In
reporting on John Boehner’s reelection as speaker, the Wall
Street Journal uses some curious language when it notes that
House Majority Leader Eric Cantor of Virginia and Majority Whip
Kevin McCarthy of California joined “149 other GOP rebels” to vote
against the fiscal tax bill that passed on New Year’s Day.
Rebels?
One hundred fifty-one House Republicans voted against the bill,
85 voted for it. Wouldn’t the latter be more properly called
rebels, given that they rejected the position held by a vast
majority of their Republican colleagues? That of course would make
the re-elected Speaker their real rebel here.
Simon Templar| 1.3.13 @ 3:43PM
Yeah, Boner is a rebel. My god, you are an idiot.
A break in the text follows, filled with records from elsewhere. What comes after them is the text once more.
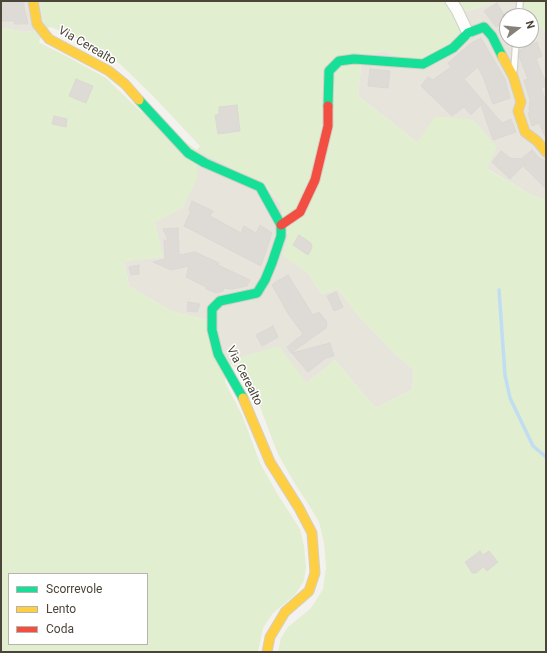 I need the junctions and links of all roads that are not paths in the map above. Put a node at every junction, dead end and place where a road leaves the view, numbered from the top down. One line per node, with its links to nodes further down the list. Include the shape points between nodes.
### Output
1 (34, 1): 7 (street, Via Cerealto, via 37,24 49,39 109,71 125,84 188,153 205,164 260,187)
2 (450, 1): 3 (street)
3 (468, 33): 5 (street, via 484,27 492,36); 7 (street, via 453,48 423,64 354,59 339,61 329,71 328,126 315,180 300,212)
4 (515, 48): 5 (lane)
5 (513, 76): 6 (street, via 521,102 518,111 525,132)
6 (546, 152)
7 (281, 225): 8 (street, Via Cerealto, via 272,263 257,292 220,301 212,309 212,330 218,354 244,400 270,462 312,533 315,573 309,591 285,612 270,637)
8 (267, 652) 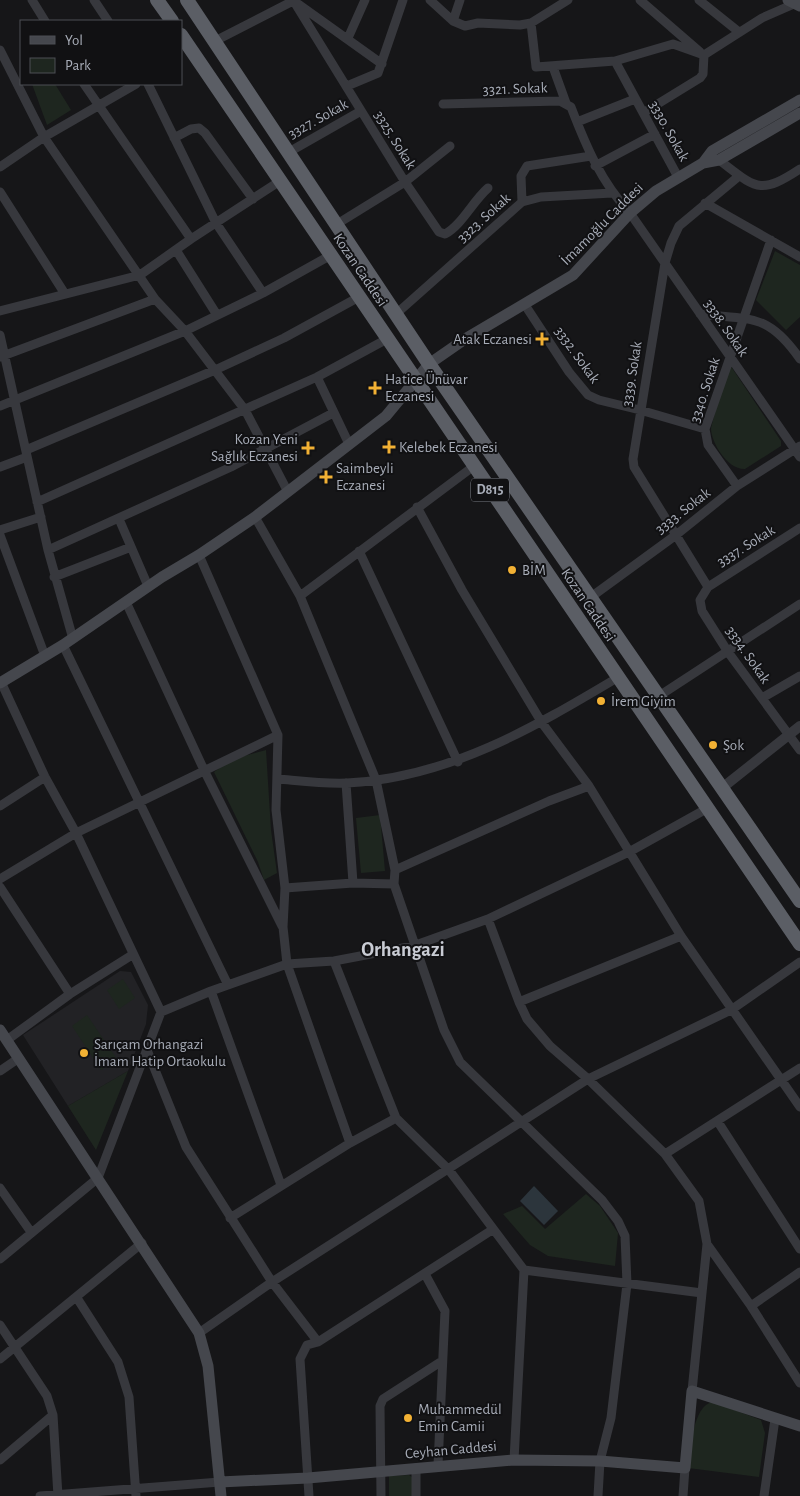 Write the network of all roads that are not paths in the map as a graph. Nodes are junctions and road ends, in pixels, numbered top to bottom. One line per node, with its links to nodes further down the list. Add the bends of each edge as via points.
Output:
1 (32, 0): 14 (street)
2 (94, 0): 15 (street)
3 (158, 0): 16 (highway)
4 (187, 0): 21 (highway, Kozan Caddesi / D815)
5 (293, 0): 20 (street); 21 (street); 31 (street, 3325. Sokak)
6 (365, 0): 20 (street)
7 (403, 0): 26 (street)
8 (430, 0): 17 (street)
9 (460, 0): 17 (street)
10 (568, 0): 18 (street)
11 (640, 0): 24 (street)
12 (699, 0): 19 (street)
13 (794, 3): 19 (street)
14 (44, 20)
15 (107, 20)
16 (171, 20)
17 (453, 21): 18 (street, via 465,26)
18 (531, 22): 27 (street, via 536,67)
19 (739, 32): 24 (street)
20 (348, 38): 26 (street)
21 (215, 41): 45 (highway, Kozan Caddesi / D815)
22 (0, 50): 42 (street)
23 (185, 50): 56 (highway, Kozan Caddesi / D815)
24 (704, 55): 25 (street, via 674,44); 38 (street, via 700,78)
25 (615, 61): 27 (street); 32 (street, 3330. Sokak)
26 (382, 64): 31 (street, via 378,74)
27 (553, 67): 34 (street)
28 (85, 85): 36 (street)
29 (134, 85): 36 (street)
30 (148, 85): 43 (street)
31 (347, 86): 37 (street, 3325. Sokak)
32 (635, 99): 38 (street, 3330. Sokak); 40 (street)
33 (800, 100): 48 (main road, via 712,151)
34 (566, 103): 35 (street, 3321. Sokak); 40 (street, 3321. Sokak, via 571,106)
35 (442, 104)
36 (97, 105): 42 (street); 67 (street)
37 (361, 111): 45 (street, 3327. Sokak); 57 (street, 3325. Sokak)
38 (643, 113): 41 (street, 3330. Sokak)
39 (800, 113): 47 (main road, İmamoğlu Caddesi)
40 (577, 122): 46 (street, 3321. Sokak)
41 (655, 134): 49 (street); 53 (street, 3330. Sokak)
42 (44, 137): 50 (street); 73 (street)
43 (174, 138): 61 (street, via 199,128); 65 (street)
44 (450, 146): 57 (street)
45 (289, 152): 66 (highway, Kozan Caddesi / D815)
46 (590, 156): 49 (street, 3321. Sokak); 62 (street, via 527,166 521,176)
47 (719, 160): 48 (main road, İmamoğlu Caddesi); 54 (street)
48 (703, 163): 53 (main road, İmamoğlu Caddesi)
49 (596, 166): 60 (street, 3338. Sokak)
50 (0, 167)
51 (800, 169): 52 (street)
52 (790, 175): 54 (street, via 765,187); 55 (street)
53 (678, 176): 64 (main road, İmamoğlu Caddesi)
54 (739, 176): 63 (street, 3339. Sokak)
55 (800, 179)
56 (280, 181): 61 (street); 70 (highway, Kozan Caddesi / D815)
57 (405, 182): 58 (street, 3325. Sokak, via 435,228 445,234); 66 (street)
58 (488, 188)
59 (0, 192): 75 (street)
60 (612, 193): 62 (street, 3323. Sokak, via 541,197); 64 (street, 3338. Sokak)
61 (253, 199): 65 (street)
62 (522, 202): 80 (street, 3323. Sokak)
63 (705, 203): 68 (street); 72 (street, 3339. Sokak, via 679,226)
64 (630, 213): 72 (street, 3338. Sokak); 78 (main road, İmamoğlu Caddesi, via 573,275)
65 (216, 223): 67 (street); 74 (street)
66 (337, 224): 80 (highway, Kozan Caddesi / D815)
67 (191, 239): 69 (street)
68 (771, 240): 71 (street); 83 (street, 3340. Sokak)
69 (176, 250): 73 (street); 82 (street)
70 (331, 255): 74 (street); 76 (highway, Kozan Caddesi / D815)
71 (800, 257)
72 (665, 263): 81 (street, 3338. Sokak); 97 (street, 3339. Sokak)
73 (140, 275): 75 (street); 77 (street)
74 (263, 293): 82 (street)
75 (65, 294): 79 (street)
76 (359, 297): 86 (highway, Kozan Caddesi / D815); 91 (street, via 284,338)
77 (155, 298): 84 (street); 87 (street)
78 (525, 305): 90 (main road, İmamoğlu Caddesi); 97 (street, 3332. Sokak, via 588,395)
79 (0, 311)
80 (396, 314): 90 (highway, Kozan Caddesi / D815)
81 (700, 314): 83 (street); 88 (street, 3338. Sokak)
82 (217, 315): 84 (street)
83 (744, 319): 88 (street, 3340. Sokak); 89 (street, via 762,322 775,329)
84 (185, 331): 91 (street); 94 (street)
85 (0, 335): 87 (street)
86 (387, 339): 92 (street); 93 (highway, Kozan Caddesi / D815)
87 (3, 357): 94 (street)
88 (730, 357): 99 (street, 3340. Sokak); 101 (street, 3338. Sokak)
89 (800, 359)
90 (429, 364): 93 (main road, İmamoğlu Caddesi); 126 (highway, Kozan Caddesi / D815)
91 (215, 370): 96 (street); 103 (street)
92 (317, 377): 96 (street); 98 (street)
93 (415, 381): 100 (main road, İmamoğlu Caddesi, via 386,416); 106 (highway, Kozan Caddesi / D815)
94 (15, 402): 95 (street); 103 (street)
95 (0, 406)
96 (245, 410): 102 (street); 109 (street)
97 (640, 410): 99 (street, 3332. Sokak); 117 (street, 3339. Sokak, via 634,467)
98 (333, 413): 100 (street); 102 (street)
99 (705, 429): 107 (street, 3340. Sokak, via 708,446)
100 (349, 444): 108 (main road, İmamoğlu Caddesi)
101 (797, 447): 104 (street, 3338. Sokak); 107 (street, 3333. Sokak)
102 (266, 448): 108 (street); 113 (street)
103 (27, 453): 105 (street); 109 (street)
104 (800, 457)
105 (0, 466)
106 (474, 466): 110 (street); 133 (highway, Kozan Caddesi / D815)
107 (737, 486): 117 (street, 3333. Sokak)
108 (288, 492): 112 (main road, İmamoğlu Caddesi)
109 (37, 502): 111 (street)
110 (417, 507): 120 (street); 137 (street, via 462,590)
111 (40, 517): 115 (street); 119 (street)
112 (255, 517): 121 (main road, İmamoğlu Caddesi); 125 (street)
113 (119, 519): 118 (street); 119 (street)
114 (800, 528): 124 (street, 3337. Sokak)
115 (0, 530)
116 (0, 535): 131 (street)
117 (676, 536): 124 (street, 3339. Sokak); 126 (street, 3333. Sokak)
118 (131, 546): 122 (street); 123 (street)
119 (48, 550): 122 (street)
120 (359, 551): 125 (street); 142 (street)
121 (199, 556): 123 (main road, İmamoğlu Caddesi); 139 (street)
122 (54, 577): 129 (street)
123 (148, 586): 127 (main road, İmamoğlu Caddesi)
124 (708, 586): 130 (street, 3334. Sokak, via 700,600 702,611)
125 (300, 596): 146 (street)
126 (591, 597): 135 (highway, Kozan Caddesi / D815)
127 (126, 602): 129 (main road, İmamoğlu Caddesi); 143 (street)
128 (800, 604): 130 (street)
129 (68, 642): 131 (main road, İmamoğlu Caddesi); 150 (street)
130 (728, 652): 135 (street); 136 (street, 3334. Sokak)
131 (45, 656): 134 (main road, İmamoğlu Caddesi)
132 (800, 676): 136 (street)
133 (617, 678): 137 (street); 152 (highway, Kozan Caddesi / D815)
134 (0, 681): 144 (street)
135 (659, 696): 149 (highway, Kozan Caddesi / D815)
136 (762, 698): 140 (street, 3334. Sokak)
137 (542, 723): 142 (street); 148 (street)
138 (800, 726): 140 (street)
139 (278, 735): 143 (street); 145 (street)
140 (790, 735): 141 (street, 3334. Sokak); 149 (street)
141 (800, 750)
142 (458, 762): 146 (street)
143 (204, 770): 150 (street); 163 (street)
144 (45, 777): 151 (street); 153 (street)
145 (278, 779): 147 (street); 160 (street, via 276,810)
146 (376, 780): 147 (street); 155 (street)
147 (346, 783): 157 (street)
148 (589, 786): 154 (street); 155 (street)
149 (722, 788): 161 (highway, Kozan Caddesi / D815)
150 (139, 801): 153 (street); 171 (street)
151 (0, 806)
152 (708, 808): 154 (street); 165 (highway, Kozan Caddesi / D815)
153 (76, 833): 156 (street); 167 (street)
154 (629, 852): 162 (street); 164 (street)
155 (395, 870): 158 (street)
156 (0, 879)
157 (353, 883): 158 (street); 160 (street)
158 (394, 884): 166 (street)
159 (0, 887): 173 (street)
160 (285, 888): 163 (street)
161 (800, 902)
162 (488, 919): 166 (street); 174 (street)
163 (283, 927): 170 (street)
164 (681, 936): 174 (street); 175 (street)
165 (800, 944)
166 (413, 946): 168 (street); 187 (street, via 444,1030 460,1062)
167 (132, 955): 173 (street); 176 (street)
168 (334, 961): 170 (street); 186 (street)
169 (800, 962): 175 (street)
170 (287, 964): 171 (street); 189 (street)
171 (228, 985): 172 (street)
172 (210, 991): 176 (street); 193 (street)
173 (70, 994): 178 (street)
174 (519, 1002): 183 (street, via 527,1019 550,1046)
175 (731, 1010): 183 (street); 184 (street)
176 (161, 1012): 179 (street)
177 (0, 1030): 178 (main road)
178 (7, 1040): 180 (main road)
179 (147, 1050): 192 (street); 195 (street, via 186,1147)
180 (19, 1058): 182 (street); 192 (main road)
181 (800, 1068): 184 (street)
182 (0, 1071)
183 (588, 1078): 187 (street); 190 (street)
184 (782, 1080): 185 (street); 188 (street)
185 (800, 1107)
186 (396, 1118): 189 (street); 191 (street)
187 (519, 1122): 191 (street); 206 (street, via 602,1200 618,1221 626,1236)
188 (718, 1122): 190 (street); 200 (street)
189 (350, 1142): 193 (street)
190 (665, 1154): 199 (street, via 699,1201)
191 (449, 1170): 196 (street); 205 (street)
192 (98, 1178): 197 (street); 198 (main road)
193 (281, 1185): 195 (street)
194 (0, 1188): 197 (street)
195 (230, 1218): 205 (street)
196 (492, 1230): 202 (street); 204 (street)
197 (31, 1232): 201 (street)
198 (142, 1243): 208 (street); 211 (main road)
199 (707, 1244): 207 (street); 209 (street)
200 (800, 1249)
201 (0, 1259)
202 (524, 1270): 206 (street); 222 (street)
203 (800, 1272): 209 (street)
204 (425, 1274): 212 (street); 215 (street, via 445,1311)
205 (272, 1282): 211 (street); 212 (street)
206 (627, 1284): 207 (street); 223 (street, via 611,1418)
207 (702, 1293): 217 (street)
208 (78, 1298): 213 (street); 230 (street, via 118,1362 129,1397)
209 (751, 1306): 216 (street)
210 (0, 1326): 213 (street)
211 (199, 1333): 229 (main road, via 208,1366)
212 (318, 1342): 228 (street, via 307,1345 300,1359)
213 (16, 1347): 214 (street); 218 (street, via 47,1396)
214 (0, 1359)
215 (442, 1361): 224 (street); 227 (street, via 383,1399 380,1406)
216 (800, 1383)
217 (692, 1391): 219 (main road); 226 (main road)
218 (53, 1415): 221 (street); 231 (street)
219 (775, 1418): 220 (main road); 239 (street)
220 (800, 1426)
221 (0, 1460)
222 (514, 1460): 223 (main road, Ceyhan Caddesi); 224 (main road, Ceyhan Caddesi)
223 (600, 1461): 226 (main road, Ceyhan Caddesi); 237 (street)
224 (438, 1465): 225 (main road, Ceyhan Caddesi)
225 (416, 1468): 227 (main road, Ceyhan Caddesi); 236 (street)
226 (685, 1468): 238 (street)
227 (381, 1472): 228 (main road, Ceyhan Caddesi); 235 (street)
228 (308, 1478): 229 (main road, Ceyhan Caddesi); 234 (street)
229 (220, 1482): 230 (street); 233 (main road)
230 (136, 1493): 231 (street)
231 (58, 1495): 232 (street)
232 (40, 1496)
233 (221, 1496)
234 (309, 1496)
235 (381, 1496)
236 (416, 1496)
237 (598, 1496)
238 (683, 1496)
239 (764, 1496)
Now, that really, sincerely is the most ridiculous article I have ever read here. Congratulations.
Redfray | 1.3.13 @ 4:45PM
To the life of me, I can't understand the republican party. They have to be much worse than the democrat party. The speaker has sold us down the stream everytime he has negotiated any house bill. How can the people we elected not see how stupid they are. I'm very sure I want vote for any of my federal people in the next election. They don't care about me, nor do they care about our country. All they want is to get reelected. How do we stop this terrible actions by our elected leaders? Of course most are not leaders. I hope this gun control play by federal or state governments starts a war, that will make these elected people take notice.
spike59| 1.4.13 @ 5:52AM
The 151 are called 'rebels' because they voted against the wished of His Royal Inadequacy; the election is over, and the MSM is simply reminding us that we are all supposed to bow down or something...
Occam's Tool| 1.4.13 @ 6:20PM
The WSJ EDITORIAL page is Conservative; the reporting is pure Liberalism.